Sylvie Finn, Incoming PhD Student, Tufts University
Yarrow’s fork-tongue bee (Caupolicana yarrowi) pollinates wild nightshade, and is parasitized by a cuckoo bee, Triepeolus grandis.
Yarrow’s fork-tongue is a large, ground-nesting solitary bee that inhabits high deserts of southwestern US and Mexico. Unlike most bees, it cannot be found during the day, but instead is active pre-dawn and post-dusk. In August 2018, several participants of the 2018 Bee Course and I woke up extra early to find nesting females. We found three nests and carefully excavated the long, sinuous tunnels to claim our prize: brood cells. Most cells contained just a Yarrow’s fork-tongue larva feeding on a slurry of pollen and nectar. In one cell, however, we also found an intruder: the larva of a cuckoo bee (Triepeolus grandis). With formidable mandibles, the cuckoo bee larva kills the host and develops on the stolen provisions. This may sound malicious, but it’s simply how the cuckoo bee lives.
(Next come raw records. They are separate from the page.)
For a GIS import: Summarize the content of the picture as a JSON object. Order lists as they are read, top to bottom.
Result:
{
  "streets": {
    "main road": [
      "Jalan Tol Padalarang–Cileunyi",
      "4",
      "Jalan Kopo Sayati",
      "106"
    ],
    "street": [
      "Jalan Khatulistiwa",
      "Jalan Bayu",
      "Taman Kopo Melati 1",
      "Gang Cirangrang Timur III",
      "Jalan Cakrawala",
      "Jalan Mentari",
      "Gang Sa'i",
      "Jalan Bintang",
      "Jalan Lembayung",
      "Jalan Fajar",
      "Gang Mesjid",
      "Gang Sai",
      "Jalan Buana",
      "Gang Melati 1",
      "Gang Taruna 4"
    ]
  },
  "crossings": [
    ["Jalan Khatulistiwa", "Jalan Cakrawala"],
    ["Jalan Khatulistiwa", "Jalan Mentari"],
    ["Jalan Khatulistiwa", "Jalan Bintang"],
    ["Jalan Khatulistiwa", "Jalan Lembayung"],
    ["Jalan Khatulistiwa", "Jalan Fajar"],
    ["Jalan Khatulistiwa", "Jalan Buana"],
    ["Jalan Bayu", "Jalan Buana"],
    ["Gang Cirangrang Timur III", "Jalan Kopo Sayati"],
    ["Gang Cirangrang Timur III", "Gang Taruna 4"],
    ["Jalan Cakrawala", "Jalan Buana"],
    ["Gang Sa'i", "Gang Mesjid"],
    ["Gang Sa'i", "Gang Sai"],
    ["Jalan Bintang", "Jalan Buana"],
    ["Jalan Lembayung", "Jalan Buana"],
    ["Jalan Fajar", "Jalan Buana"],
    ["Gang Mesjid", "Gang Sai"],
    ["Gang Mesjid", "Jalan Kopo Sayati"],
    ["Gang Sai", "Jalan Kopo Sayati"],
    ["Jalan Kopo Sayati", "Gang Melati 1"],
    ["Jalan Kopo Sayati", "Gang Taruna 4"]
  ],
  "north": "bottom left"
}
About 15% of all bees are cuckoos, meaning these pollinators would cease to exist without their host bees!
Nick Dorian, PhD Student, Tufts University
Stingless bees (Trigona spp.) are generalist tropical pollinators that forage on flowers and meat.
This past January, some TPI members traveled to Costa Rica with Tufts University’s Tropical Ecology and Conservation course. There, Nick and I studied mineral preferences of facultative “vulture bees,” stingless bees that forage at meat as well as flowers. We identified five species of bees (including Trigona silvestriana, pictured above) foraging at our baits and found that compared with unaltered baits (i.e. raw chicken), stingless bees tended to avoid baits soaked in calcium and potassium. In contrast, bees visited sodium-soaked baits just as often as unaltered baits. This suggests that like many herbivores, meat-foraging bees are likely limited by sodium and will suck up the salt wherever they can find it!
Rachael Bonoan, post-doctoral researcher, Tufts University
Orchid bees (Euglossa spp.) are known for pollinating orchids in the tropics.
Can you see the thin yellow object on the back of this shiny green orchid bee? This is a pollinium, a packet of pollen grains, likely from an orchid. Male orchid bees forage at flowers for nectar, which provides nutritional energy, and floral scents, which are used to court females. In Costa Rica, my research partner and I captured orchid bees and used tiny glass tubes to suck up the contents of the crop, where collected nectar is stored. We measured sugar content of the bee-collected nectar and found that bees caught in human-dominated open spaces had more dilute crop contents than those caught in the forest. This may be because the open spaces were sunnier and hotter, driving the bees to drink more water.